● Data shown
::::::::::
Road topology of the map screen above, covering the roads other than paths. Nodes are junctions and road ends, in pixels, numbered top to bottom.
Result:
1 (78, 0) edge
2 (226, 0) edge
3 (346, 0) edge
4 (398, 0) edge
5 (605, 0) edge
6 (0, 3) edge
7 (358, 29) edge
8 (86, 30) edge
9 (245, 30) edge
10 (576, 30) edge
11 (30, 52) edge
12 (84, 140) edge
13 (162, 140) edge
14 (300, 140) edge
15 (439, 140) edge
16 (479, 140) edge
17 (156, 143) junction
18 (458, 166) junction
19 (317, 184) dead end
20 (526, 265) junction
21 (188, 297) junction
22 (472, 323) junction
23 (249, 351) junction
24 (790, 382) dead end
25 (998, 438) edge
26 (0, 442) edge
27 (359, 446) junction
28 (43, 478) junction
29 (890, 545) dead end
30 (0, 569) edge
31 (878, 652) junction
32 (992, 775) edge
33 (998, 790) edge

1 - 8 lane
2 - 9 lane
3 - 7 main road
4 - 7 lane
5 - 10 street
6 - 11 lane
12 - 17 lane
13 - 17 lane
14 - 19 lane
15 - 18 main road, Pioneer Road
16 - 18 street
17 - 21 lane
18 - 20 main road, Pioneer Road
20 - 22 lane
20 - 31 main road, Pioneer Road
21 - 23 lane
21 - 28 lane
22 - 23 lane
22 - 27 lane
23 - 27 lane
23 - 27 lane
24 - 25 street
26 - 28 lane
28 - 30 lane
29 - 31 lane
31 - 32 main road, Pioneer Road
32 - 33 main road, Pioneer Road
::::::::::
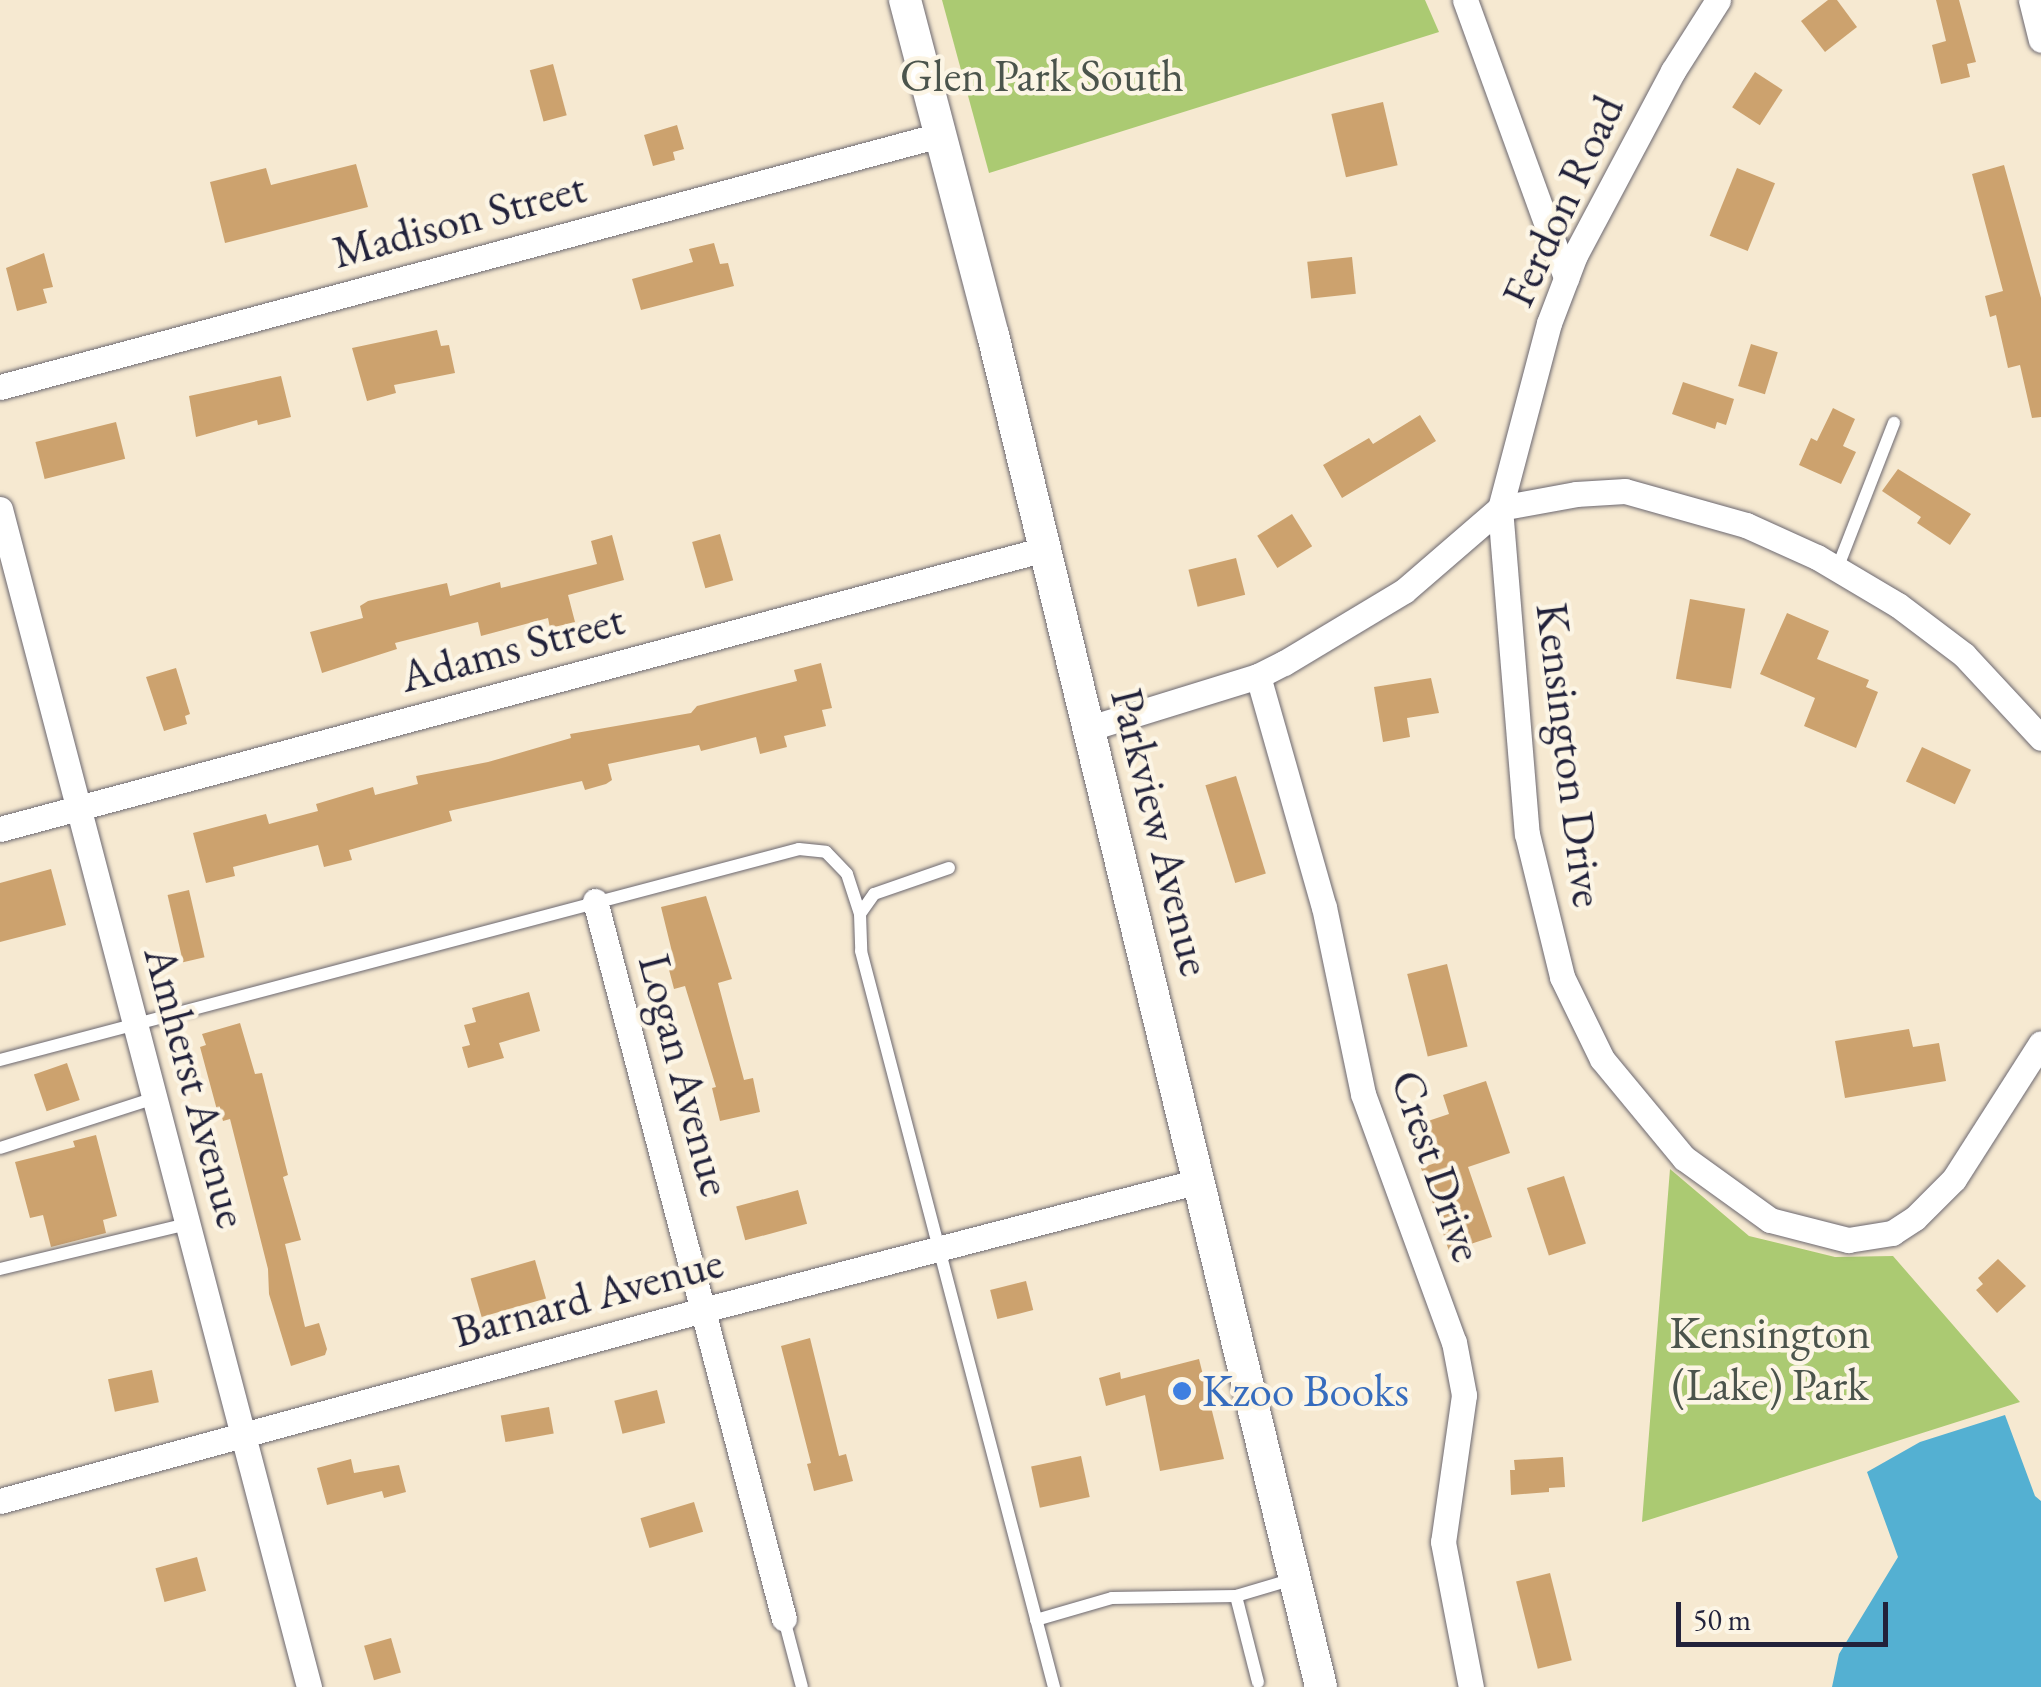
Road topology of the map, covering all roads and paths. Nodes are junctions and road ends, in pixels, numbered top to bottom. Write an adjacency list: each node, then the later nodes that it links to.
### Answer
::::::::::
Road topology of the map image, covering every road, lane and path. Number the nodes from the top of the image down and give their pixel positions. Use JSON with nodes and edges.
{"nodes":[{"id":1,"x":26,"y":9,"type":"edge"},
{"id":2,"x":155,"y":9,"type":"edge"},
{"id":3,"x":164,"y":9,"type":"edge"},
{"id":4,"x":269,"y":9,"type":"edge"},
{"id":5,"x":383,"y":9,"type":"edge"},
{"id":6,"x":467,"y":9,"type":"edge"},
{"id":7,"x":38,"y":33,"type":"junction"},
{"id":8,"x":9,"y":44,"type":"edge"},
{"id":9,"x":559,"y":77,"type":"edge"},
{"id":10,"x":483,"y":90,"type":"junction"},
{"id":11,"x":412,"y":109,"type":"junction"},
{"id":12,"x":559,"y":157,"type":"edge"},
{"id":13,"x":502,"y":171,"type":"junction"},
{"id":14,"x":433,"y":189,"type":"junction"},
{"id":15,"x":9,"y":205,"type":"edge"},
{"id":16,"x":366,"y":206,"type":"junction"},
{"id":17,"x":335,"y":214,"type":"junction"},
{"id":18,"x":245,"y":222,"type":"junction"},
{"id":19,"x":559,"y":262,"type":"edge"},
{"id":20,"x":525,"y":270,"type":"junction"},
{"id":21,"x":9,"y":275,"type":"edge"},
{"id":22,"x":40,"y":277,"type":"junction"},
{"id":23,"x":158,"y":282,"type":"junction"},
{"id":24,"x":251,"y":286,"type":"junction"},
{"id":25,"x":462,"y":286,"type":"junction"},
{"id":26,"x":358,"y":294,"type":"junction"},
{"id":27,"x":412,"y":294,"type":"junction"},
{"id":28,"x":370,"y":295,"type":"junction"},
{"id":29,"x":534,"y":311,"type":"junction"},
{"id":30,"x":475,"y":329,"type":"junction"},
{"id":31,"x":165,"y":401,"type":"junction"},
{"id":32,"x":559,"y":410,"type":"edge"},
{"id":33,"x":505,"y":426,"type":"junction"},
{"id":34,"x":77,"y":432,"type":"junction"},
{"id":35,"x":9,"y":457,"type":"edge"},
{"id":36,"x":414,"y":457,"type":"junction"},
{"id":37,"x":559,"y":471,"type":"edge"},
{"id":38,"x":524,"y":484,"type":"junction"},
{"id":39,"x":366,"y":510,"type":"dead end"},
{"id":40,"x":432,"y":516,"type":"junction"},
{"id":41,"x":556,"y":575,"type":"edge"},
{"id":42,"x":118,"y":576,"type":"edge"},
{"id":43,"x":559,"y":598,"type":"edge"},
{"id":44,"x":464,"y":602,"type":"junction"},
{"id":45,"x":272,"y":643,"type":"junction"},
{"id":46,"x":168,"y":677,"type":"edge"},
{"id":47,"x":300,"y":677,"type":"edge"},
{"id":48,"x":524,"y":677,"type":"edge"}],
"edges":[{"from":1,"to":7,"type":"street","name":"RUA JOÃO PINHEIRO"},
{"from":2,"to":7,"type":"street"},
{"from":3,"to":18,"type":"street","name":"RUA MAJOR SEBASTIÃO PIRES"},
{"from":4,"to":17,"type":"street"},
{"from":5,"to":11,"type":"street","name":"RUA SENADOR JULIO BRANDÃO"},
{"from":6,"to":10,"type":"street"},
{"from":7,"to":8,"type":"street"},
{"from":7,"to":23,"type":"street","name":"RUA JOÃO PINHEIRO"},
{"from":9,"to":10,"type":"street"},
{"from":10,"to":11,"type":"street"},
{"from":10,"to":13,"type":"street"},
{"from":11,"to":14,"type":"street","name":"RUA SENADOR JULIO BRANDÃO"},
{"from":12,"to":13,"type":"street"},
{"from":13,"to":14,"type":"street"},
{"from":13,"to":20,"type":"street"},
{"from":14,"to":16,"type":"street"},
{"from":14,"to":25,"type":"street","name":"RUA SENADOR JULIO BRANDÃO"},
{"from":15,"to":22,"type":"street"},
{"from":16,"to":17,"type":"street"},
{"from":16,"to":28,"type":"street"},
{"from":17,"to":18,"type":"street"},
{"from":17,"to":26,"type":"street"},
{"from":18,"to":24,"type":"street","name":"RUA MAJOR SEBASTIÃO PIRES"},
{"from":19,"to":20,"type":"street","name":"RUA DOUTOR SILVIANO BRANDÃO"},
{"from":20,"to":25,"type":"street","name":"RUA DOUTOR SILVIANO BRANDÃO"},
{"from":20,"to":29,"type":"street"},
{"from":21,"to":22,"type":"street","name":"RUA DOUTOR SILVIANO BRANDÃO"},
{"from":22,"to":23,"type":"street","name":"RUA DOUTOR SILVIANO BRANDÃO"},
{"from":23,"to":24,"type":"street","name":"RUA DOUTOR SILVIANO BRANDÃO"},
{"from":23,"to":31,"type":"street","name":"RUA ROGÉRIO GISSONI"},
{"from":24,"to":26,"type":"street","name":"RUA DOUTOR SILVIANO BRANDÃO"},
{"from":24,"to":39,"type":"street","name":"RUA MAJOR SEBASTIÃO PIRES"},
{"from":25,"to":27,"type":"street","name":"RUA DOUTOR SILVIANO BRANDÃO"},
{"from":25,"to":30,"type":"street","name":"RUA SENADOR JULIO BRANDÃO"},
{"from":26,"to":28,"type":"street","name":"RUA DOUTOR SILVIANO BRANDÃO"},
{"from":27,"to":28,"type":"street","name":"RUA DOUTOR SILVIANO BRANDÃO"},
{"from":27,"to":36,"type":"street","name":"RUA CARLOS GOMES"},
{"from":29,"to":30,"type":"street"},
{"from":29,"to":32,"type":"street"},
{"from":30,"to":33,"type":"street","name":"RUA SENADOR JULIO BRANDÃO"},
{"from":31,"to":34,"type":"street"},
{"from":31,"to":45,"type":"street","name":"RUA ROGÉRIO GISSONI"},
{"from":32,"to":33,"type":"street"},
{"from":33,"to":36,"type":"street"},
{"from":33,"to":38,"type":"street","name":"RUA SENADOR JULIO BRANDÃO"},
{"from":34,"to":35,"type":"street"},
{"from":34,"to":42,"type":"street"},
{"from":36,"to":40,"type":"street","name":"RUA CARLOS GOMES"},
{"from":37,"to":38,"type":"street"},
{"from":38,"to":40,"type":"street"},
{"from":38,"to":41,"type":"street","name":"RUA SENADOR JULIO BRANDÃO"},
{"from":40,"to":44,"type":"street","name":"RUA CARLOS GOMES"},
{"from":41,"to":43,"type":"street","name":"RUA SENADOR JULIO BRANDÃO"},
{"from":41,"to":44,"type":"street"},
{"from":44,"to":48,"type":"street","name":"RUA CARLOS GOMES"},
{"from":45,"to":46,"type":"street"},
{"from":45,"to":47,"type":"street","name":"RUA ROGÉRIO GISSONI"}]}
::::::::::
● Task brief
In the data above, tally the lines that contain the string "ends" and give that figure alone.

● Result below
2